Overclocking
Overclocking comparisons need to be made against other FM2 boards in this review. We've increased the CPU, DDR and GPU voltages to arbitrary levels and noted just how high each board could run the APU's various parts at.
Motherboard |
Sapphire PP A85XT |
ASRock A75 Pro4-M |
Gigabyte A85X-UP4 |
---|---|---|---|
Max CPU speed @ 1.50V |
4.6GHz |
4.5GHz |
4.5GHz |
Max DDR3 speed at 1.60V |
2,200MHz |
2,200MHz |
2,200MHz |
Max GPU clock at 1.25V |
1,030MHz |
1,013MHz |
1,000MHz |
One aspect in which the A85X chipset is better than the A75 is with adjustments to the GPU clock. A85X provides per-MHz settings while A75 runs up in circa-50MHz dividers.
We had to increase the APU's base clock in order to push the memory above 2,133MHz - the maximum enabled in the BIOS - which is something that doesn't necessarily have to be done with other boards.

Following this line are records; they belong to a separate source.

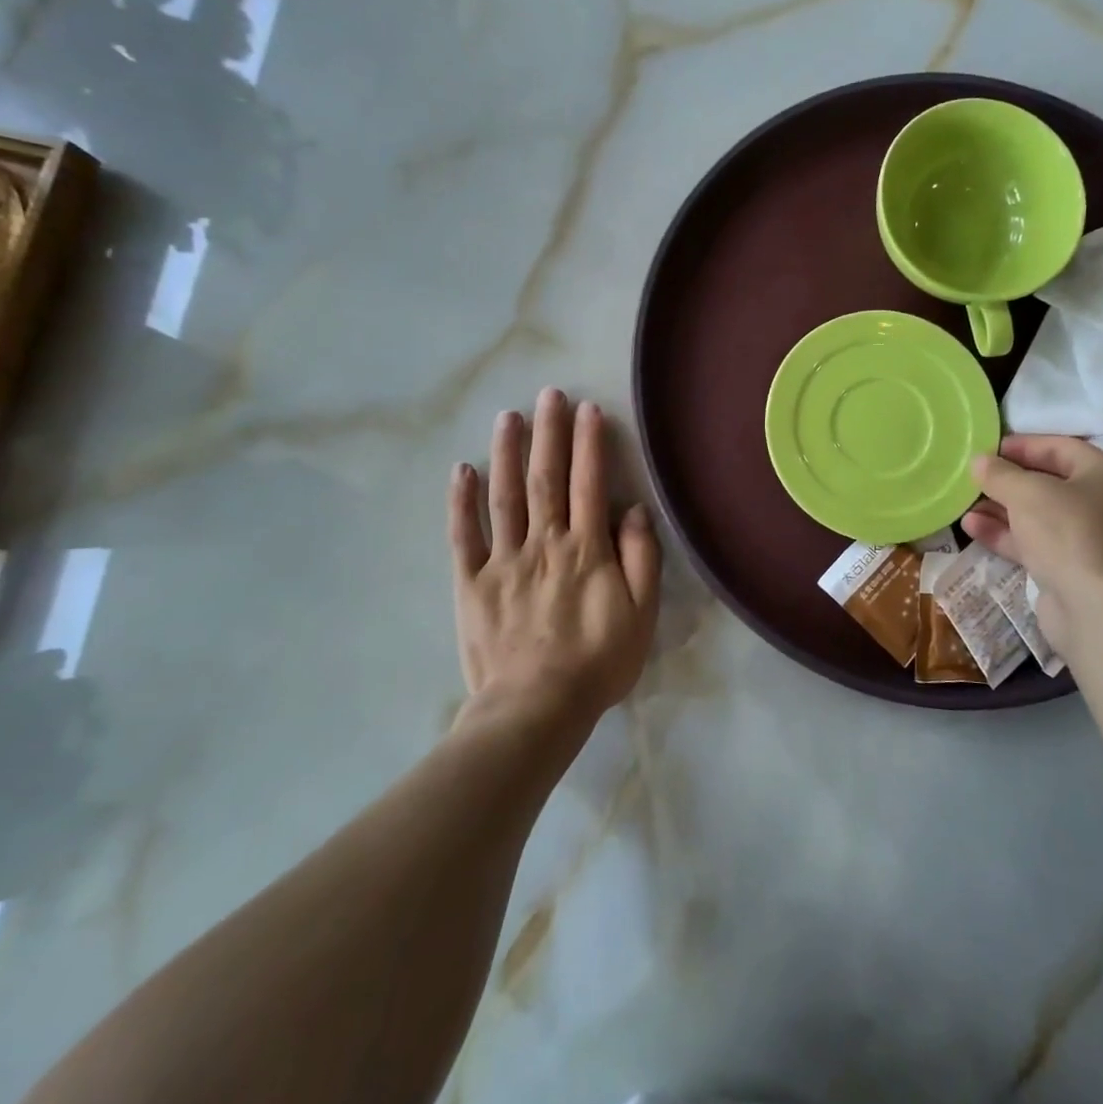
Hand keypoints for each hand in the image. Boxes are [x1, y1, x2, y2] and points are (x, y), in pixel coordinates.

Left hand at [448, 388, 660, 722]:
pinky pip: (464, 536)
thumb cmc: (597, 663)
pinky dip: (461, 502)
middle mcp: (544, 543)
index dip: (589, 444)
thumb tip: (632, 511)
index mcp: (586, 549)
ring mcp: (503, 561)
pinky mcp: (472, 583)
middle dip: (549, 433)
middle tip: (548, 394)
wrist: (535, 709)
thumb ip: (641, 559)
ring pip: (505, 496)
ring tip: (508, 416)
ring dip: (507, 453)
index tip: (588, 409)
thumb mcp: (641, 615)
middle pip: (546, 478)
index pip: (589, 484)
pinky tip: (462, 470)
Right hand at [962, 435, 1102, 644]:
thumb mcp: (1027, 493)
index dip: (1022, 446)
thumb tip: (979, 461)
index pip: (1061, 447)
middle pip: (1051, 483)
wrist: (1098, 610)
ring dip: (1002, 510)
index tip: (986, 449)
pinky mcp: (1077, 571)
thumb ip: (1000, 474)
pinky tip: (973, 528)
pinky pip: (1039, 544)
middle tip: (973, 478)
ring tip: (965, 504)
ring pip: (1041, 517)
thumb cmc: (1070, 533)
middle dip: (1008, 482)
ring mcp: (1095, 541)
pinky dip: (1008, 535)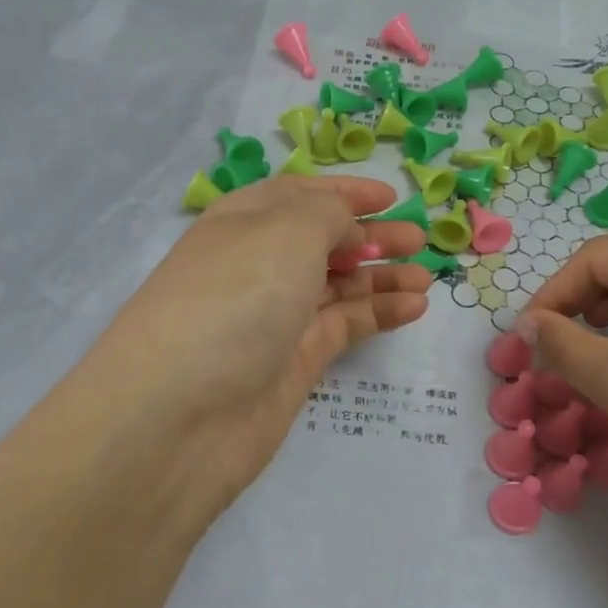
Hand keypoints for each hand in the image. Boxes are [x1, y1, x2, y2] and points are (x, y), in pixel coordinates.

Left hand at [83, 175, 432, 519]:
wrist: (180, 415)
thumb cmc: (235, 297)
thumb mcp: (287, 232)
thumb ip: (329, 216)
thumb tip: (346, 230)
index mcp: (244, 221)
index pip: (298, 195)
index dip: (343, 192)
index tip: (390, 197)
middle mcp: (257, 265)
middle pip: (322, 241)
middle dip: (371, 235)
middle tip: (419, 240)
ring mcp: (274, 317)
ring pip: (337, 286)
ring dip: (381, 276)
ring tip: (427, 275)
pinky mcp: (292, 363)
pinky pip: (343, 326)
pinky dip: (378, 314)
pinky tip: (413, 306)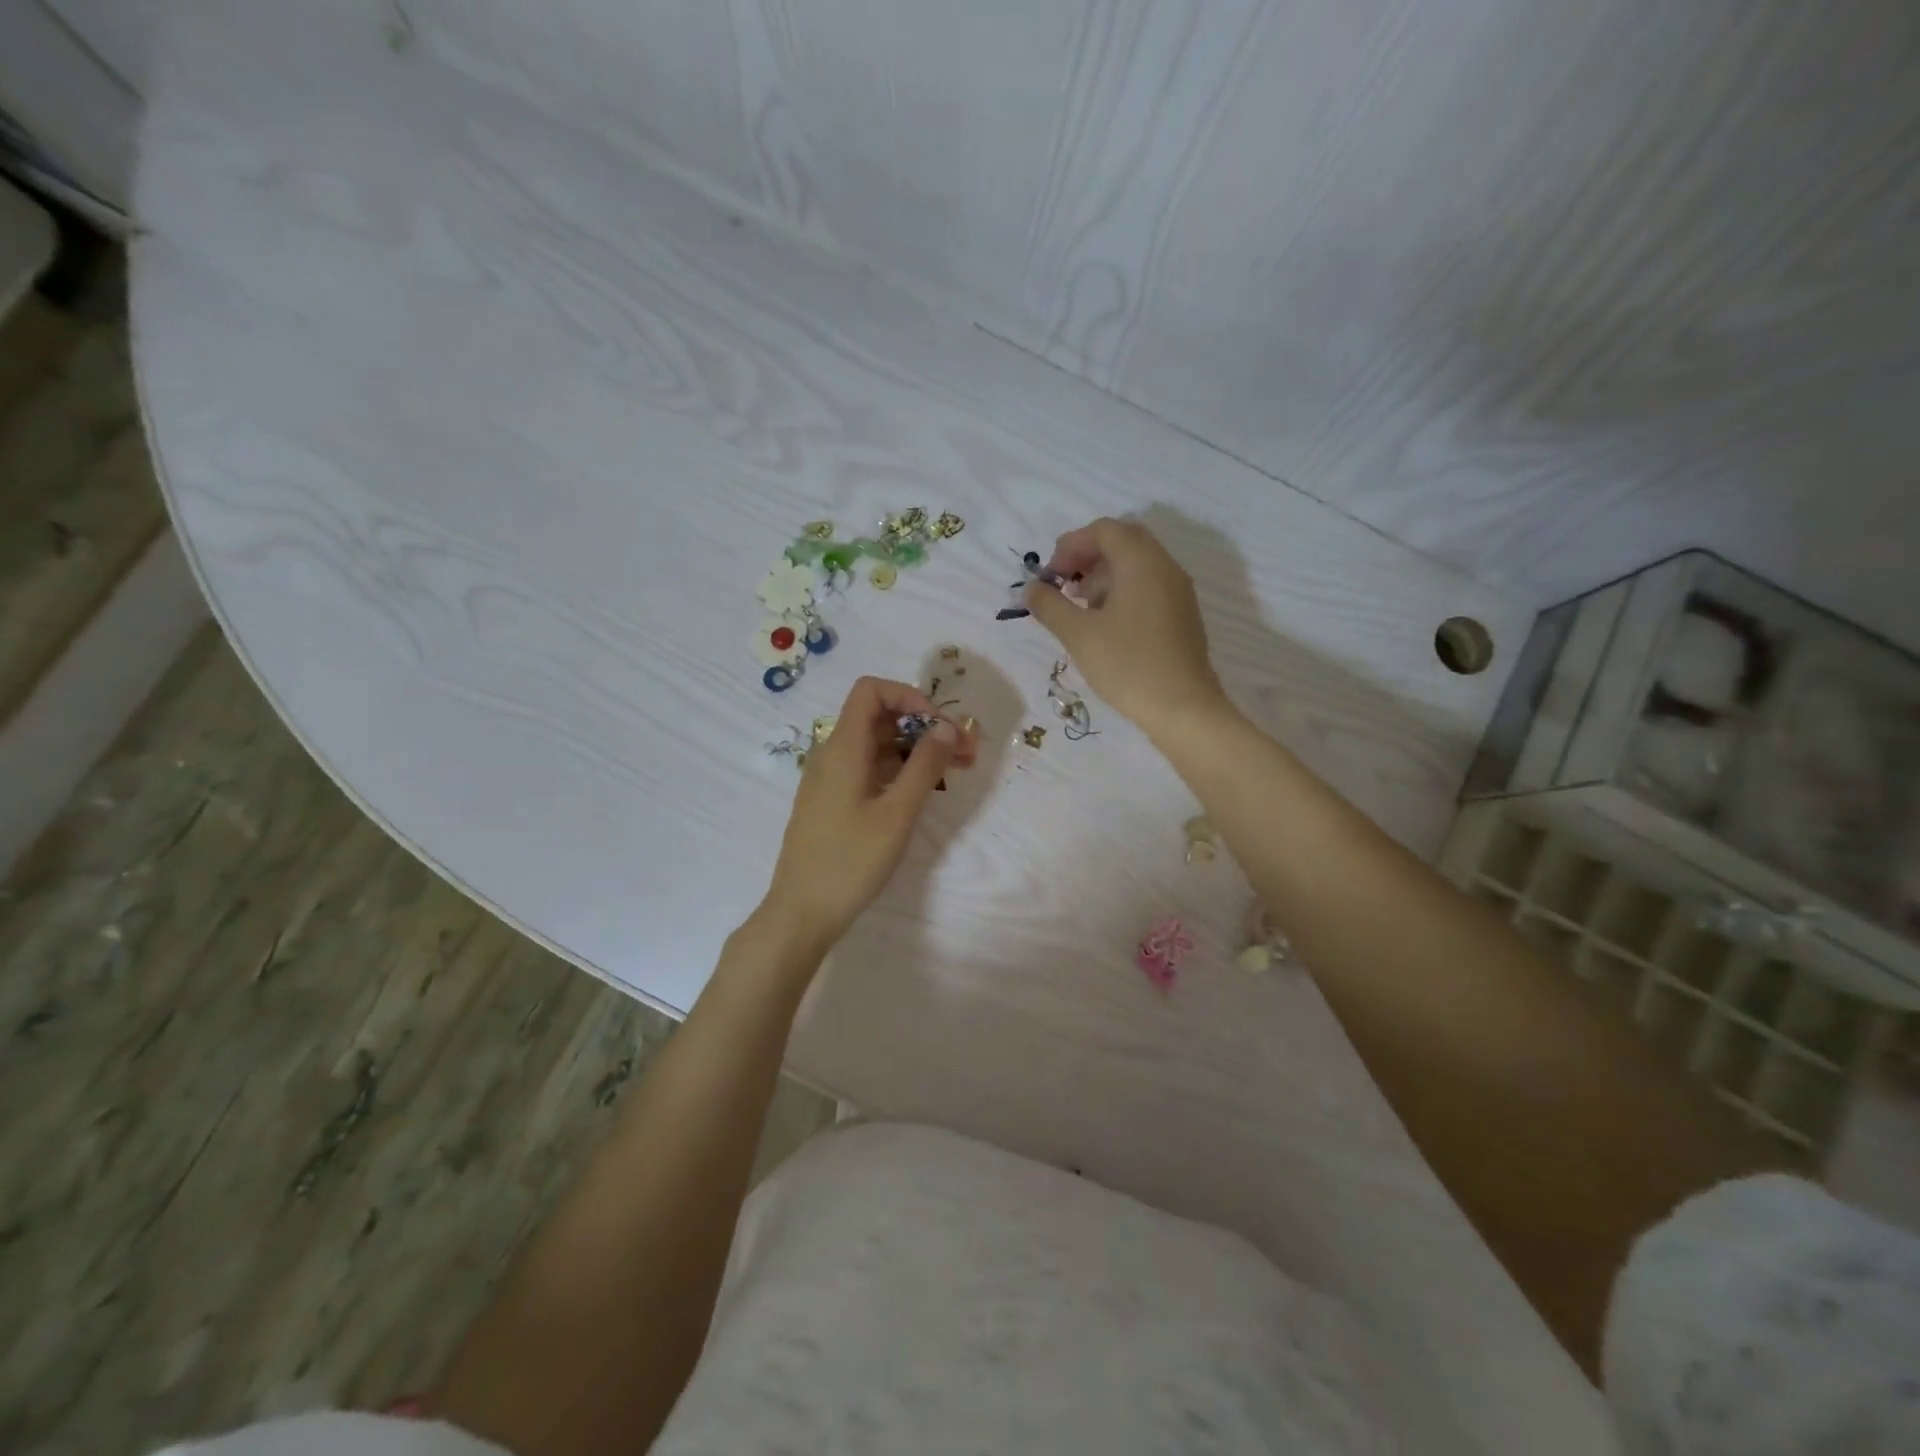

Sapphire's board manages to clock the CPU and GPU on the same test chip a little higher than competing boards, and here is how the overclocked parameters shape up in three tests.
The CPU doesn't gain a whole heap of extra performance when overclocked. The reason for this is that it runs at up to 4.2GHz via the chip's Turbo CORE when in stock-clocked mode. We switch off Turbo CORE for overclocking tests.
Higher GPU and memory speeds combine nicely to push the DiRT performance by over 10 per cent, however, and this, we feel, is the main reason to overclock an FM2 board.